What to work on: Whenever a line contains "JSON", include it in the count; reply with the number of such lines in the data and nothing else.

Provided data:
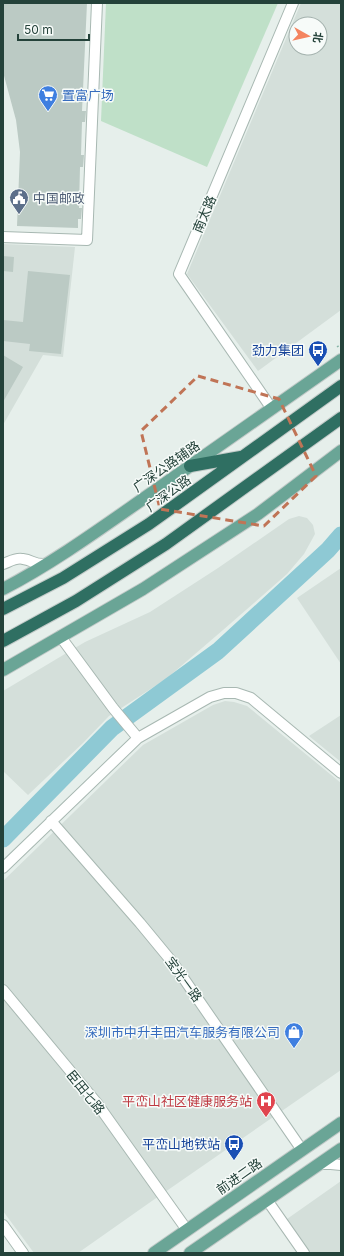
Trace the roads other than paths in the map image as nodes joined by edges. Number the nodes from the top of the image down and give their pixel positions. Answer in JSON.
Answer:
{"nodes":[{"id":1,"x":97,"y":3,"type":"edge"},
{"id":2,"x":293,"y":3,"type":"edge"},
{"id":3,"x":3,"y":237,"type":"edge"},
{"id":4,"x":341,"y":360,"type":"edge"},
{"id":5,"x":341,"y":386,"type":"edge"},
{"id":6,"x":272,"y":409,"type":"junction"},
{"id":7,"x":341,"y":418,"type":"edge"},
{"id":8,"x":341,"y":451,"type":"edge"},
{"id":9,"x":244,"y":456,"type":"junction"},
{"id":10,"x":190,"y":466,"type":"junction"},
{"id":11,"x":3,"y":564,"type":"edge"},
{"id":12,"x":46,"y":564,"type":"junction"},
{"id":13,"x":3,"y":589,"type":"edge"},
{"id":14,"x":3,"y":609,"type":"edge"},
{"id":15,"x":60,"y":636,"type":"junction"},
{"id":16,"x":3,"y":641,"type":"edge"},
{"id":17,"x":3,"y":670,"type":"edge"},
{"id":18,"x":138,"y":738,"type":"junction"},
{"id":19,"x":341,"y":773,"type":"edge"},
{"id":20,"x":51,"y":821,"type":"junction"},
{"id":21,"x":3,"y":868,"type":"edge"},
{"id":22,"x":3,"y":990,"type":"edge"},
{"id":23,"x":341,"y":1123,"type":"edge"},
{"id":24,"x":341,"y":1149,"type":"edge"},
{"id":25,"x":302,"y":1150,"type":"junction"},
{"id":26,"x":319,"y":1164,"type":"junction"},
{"id":27,"x":341,"y":1165,"type":"edge"},
{"id":28,"x":267,"y":1200,"type":"junction"},
{"id":29,"x":3,"y":1225,"type":"edge"},
{"id":30,"x":187,"y":1230,"type":"junction"},
{"id":31,"x":23,"y":1253,"type":"edge"},
{"id":32,"x":154,"y":1253,"type":"edge"},
{"id":33,"x":190,"y":1253,"type":"edge"},
{"id":34,"x":304,"y":1253,"type":"edge"}],
"edges":[{"from":1,"to":3,"type":"street"},
{"from":2,"to":6,"type":"street","name":"南太路"},
{"from":4,"to":6,"type":"main road","name":"广深公路辅路"},
{"from":5,"to":9,"type":"highway","name":"广深公路"},
{"from":6,"to":10,"type":"main road","name":"广深公路辅路"},
{"from":7,"to":16,"type":"highway"},
{"from":8,"to":15,"type":"main road"},
{"from":9,"to":10,"type":"highway"},
{"from":9,"to":14,"type":"highway","name":"广深公路"},
{"from":10,"to":12,"type":"main road","name":"广深公路辅路"},
{"from":11,"to":12,"type":"street"},
{"from":12,"to":13,"type":"main road","name":"广深公路辅路"},
{"from":15,"to":17,"type":"main road"},
{"from":15,"to":18,"type":"street"},
{"from":18,"to":19,"type":"street"},
{"from":18,"to":20,"type":"street"},
{"from":20,"to":21,"type":"street"},
{"from":20,"to":25,"type":"street","name":"宝光一路"},
{"from":22,"to":30,"type":"street","name":"臣田七路"},
{"from":23,"to":25,"type":"main road","name":"前进二路"},
{"from":24,"to":26,"type":"main road"},
{"from":25,"to":30,"type":"main road","name":"前进二路"},
{"from":26,"to":27,"type":"street"},
{"from":26,"to":28,"type":"main road"},
{"from":28,"to":33,"type":"main road"},
{"from":28,"to":34,"type":"street"},
{"from":29,"to":31,"type":"street"},
{"from":30,"to":32,"type":"main road","name":"前进二路"}]}
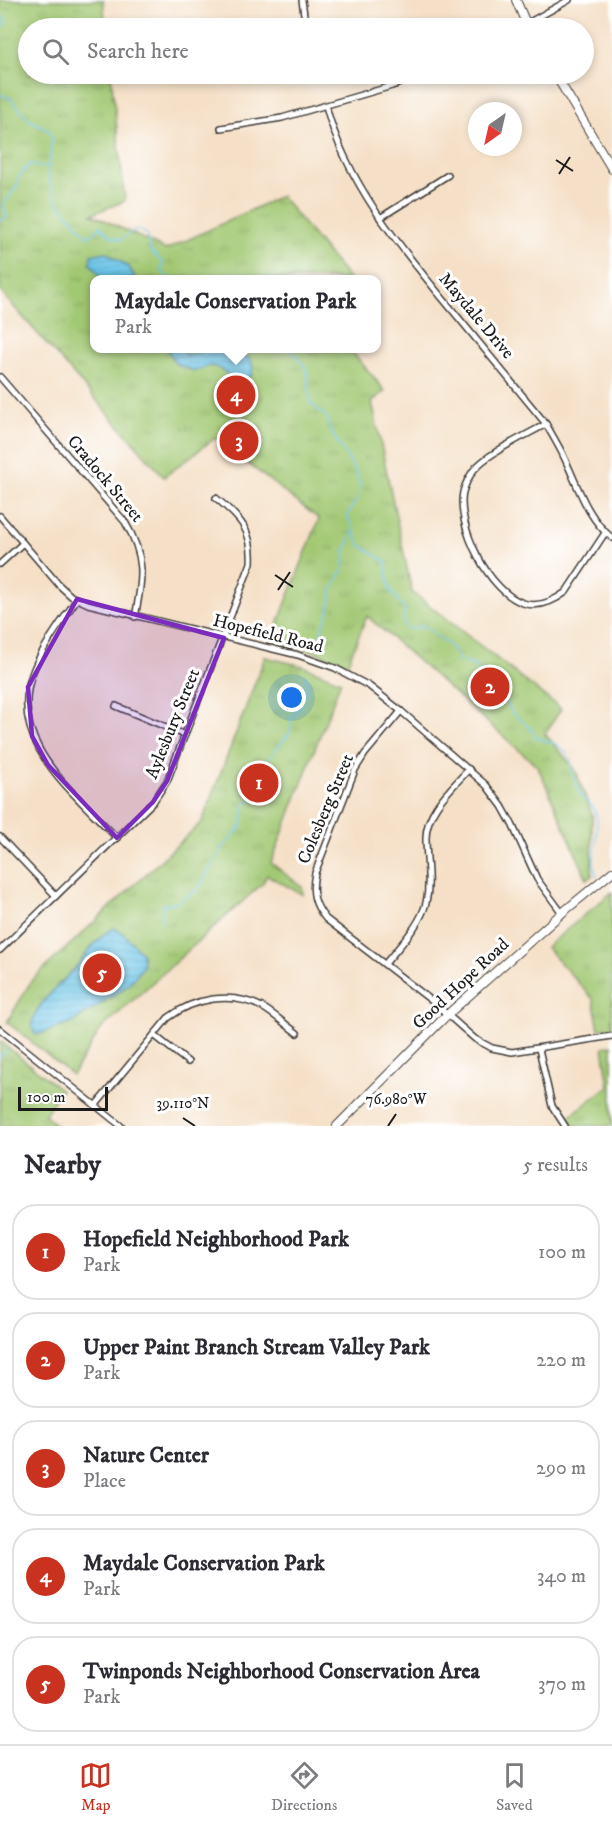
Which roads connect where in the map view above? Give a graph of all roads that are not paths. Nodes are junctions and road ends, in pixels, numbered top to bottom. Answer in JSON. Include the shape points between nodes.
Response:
{"nodes":[{"id":1,"x":302,"y":0,"type":"edge"},
{"id":2,"x":516,"y":0,"type":"edge"},
{"id":3,"x":568,"y":0,"type":"edge"},
{"id":4,"x":304,"y":18,"type":"edge"},
{"id":5,"x":521,"y":18,"type":"edge"},
{"id":6,"x":539,"y":18,"type":"edge"},
{"id":7,"x":398,"y":84,"type":"edge"},
{"id":8,"x":561,"y":84,"type":"edge"},
{"id":9,"x":326,"y":106,"type":"junction"},
{"id":10,"x":221,"y":128,"type":"dead end"},
{"id":11,"x":611,"y":166,"type":"edge"},
{"id":12,"x":448,"y":176,"type":"dead end"},
{"id":13,"x":380,"y":218,"type":"junction"},
{"id":14,"x":0,"y":377,"type":"edge"},
{"id":15,"x":546,"y":424,"type":"junction"},
{"id":16,"x":216,"y":498,"type":"dead end"},
{"id":17,"x":0,"y":516,"type":"edge"},
{"id":18,"x":605,"y":532,"type":"junction"},
{"id":19,"x":612,"y":538,"type":"edge"},
{"id":20,"x":23,"y":543,"type":"junction"},
{"id":21,"x":0,"y":564,"type":"edge"},
{"id":22,"x":77,"y":599,"type":"junction"},
{"id":23,"x":135,"y":617,"type":"junction"},
{"id":24,"x":224,"y":638,"type":"junction"},
{"id":25,"x":117,"y":706,"type":"dead end"},
{"id":26,"x":402,"y":711,"type":"junction"},
{"id":27,"x":185,"y":735,"type":"junction"},
{"id":28,"x":469,"y":769,"type":"junction"},
{"id":29,"x":0,"y":837,"type":"edge"},
{"id":30,"x":117,"y":838,"type":"junction"},
{"id":31,"x":612,"y":872,"type":"edge"},
{"id":32,"x":56,"y":896,"type":"junction"},
{"id":33,"x":562,"y":913,"type":"junction"},
{"id":34,"x":0,"y":950,"type":"edge"},
{"id":35,"x":385,"y":964,"type":"junction"},
{"id":36,"x":447,"y":1015,"type":"junction"},
{"id":37,"x":0,"y":1029,"type":"edge"},
{"id":38,"x":297,"y":1033,"type":"dead end"},
{"id":39,"x":154,"y":1035,"type":"junction"},
{"id":40,"x":612,"y":1036,"type":"edge"},
{"id":41,"x":538,"y":1049,"type":"junction"},
{"id":42,"x":188,"y":1062,"type":"dead end"},
{"id":43,"x":95,"y":1106,"type":"junction"},
{"id":44,"x":120,"y":1126,"type":"edge"},
{"id":45,"x":337,"y":1126,"type":"edge"},
{"id":46,"x":565,"y":1126,"type":"edge"}],
"edges":[{"from":1,"to":4,"type":"street"},
{"from":2,"to":5,"type":"street"},
{"from":3,"to":6,"type":"street"},
{"from":7,"to":9,"type":"street"},
{"from":8,"to":11,"type":"street"},
{"from":9,"to":10,"type":"street"},
{"from":9,"to":13,"type":"street","name":"Maydale Drive","via":[[349,163]]},
{"from":12,"to":13,"type":"street"},
{"from":13,"to":15,"type":"street","name":"Maydale Drive"},
{"from":14,"to":23,"type":"street","name":"Cradock Street","via":[[125,522],[134,538],[142,566]]},
{"from":15,"to":18,"type":"street","name":"Maydale Drive","via":[[588,509]]},
{"from":15,"to":18,"type":"street","via":[[484,460],[468,480],[462,513],[478,558],[513,598],[543,604],[566,592]]},
{"from":16,"to":24,"type":"street","name":"Aylesbury Street","via":[[243,523],[252,554],[248,576]]},
{"from":17,"to":20,"type":"street","name":"Hopefield Road"},
{"from":18,"to":19,"type":"street","name":"Maydale Drive"},
{"from":20,"to":21,"type":"street"},
{"from":20,"to":22,"type":"street","name":"Hopefield Road","via":[[59,585]]},
{"from":22,"to":23,"type":"street","name":"Hopefield Road"},
{"from":22,"to":30,"type":"street","via":[[34,668],[28,687],[27,717],[36,746],[48,765]]},
{"from":23,"to":24,"type":"street","name":"Hopefield Road"},
{"from":24,"to":26,"type":"street","name":"Hopefield Road","via":[[335,668],[369,686]]},
{"from":24,"to":27,"type":"street","name":"Aylesbury Street"},
{"from":25,"to":27,"type":"street"},
{"from":26,"to":28,"type":"street","name":"Hopefield Road"},
{"from":26,"to":35,"type":"street","name":"Colesberg Street","via":[[355,770],[312,887],[318,909],[326,919]]},
{"from":27,"to":30,"type":"street","name":"Aylesbury Street","via":[[161,792]]},
{"from":28,"to":33,"type":"street","name":"Hopefield Road","via":[[502,806],[537,879]]},
{"from":28,"to":35,"type":"street","via":[[438,804],[430,821],[426,840],[426,902],[415,926]]},
{"from":29,"to":32,"type":"street"},
{"from":30,"to":32,"type":"street","name":"Aylesbury Street"},
{"from":31,"to":33,"type":"street","name":"Good Hope Road"},
{"from":32,"to":34,"type":"street","name":"Aylesbury Street"},
{"from":33,"to":36,"type":"street","name":"Good Hope Road"},
{"from":35,"to":36,"type":"street","name":"Colesberg Street"},
{"from":36,"to":41,"type":"street","name":"Colesberg Street","via":[[492,1048],[512,1052]]},
{"from":36,"to":45,"type":"street","name":"Good Hope Road"},
{"from":37,"to":43,"type":"street"},
{"from":38,"to":39,"type":"street","via":[[260,1006],[220,997],[178,1010]]},
{"from":39,"to":42,"type":"street"},
{"from":39,"to":43,"type":"street"},
{"from":40,"to":41,"type":"street","name":"Colesberg Street"},
{"from":41,"to":46,"type":"street","via":[[552,1106]]},
{"from":43,"to":44,"type":"street"}]}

Result: 2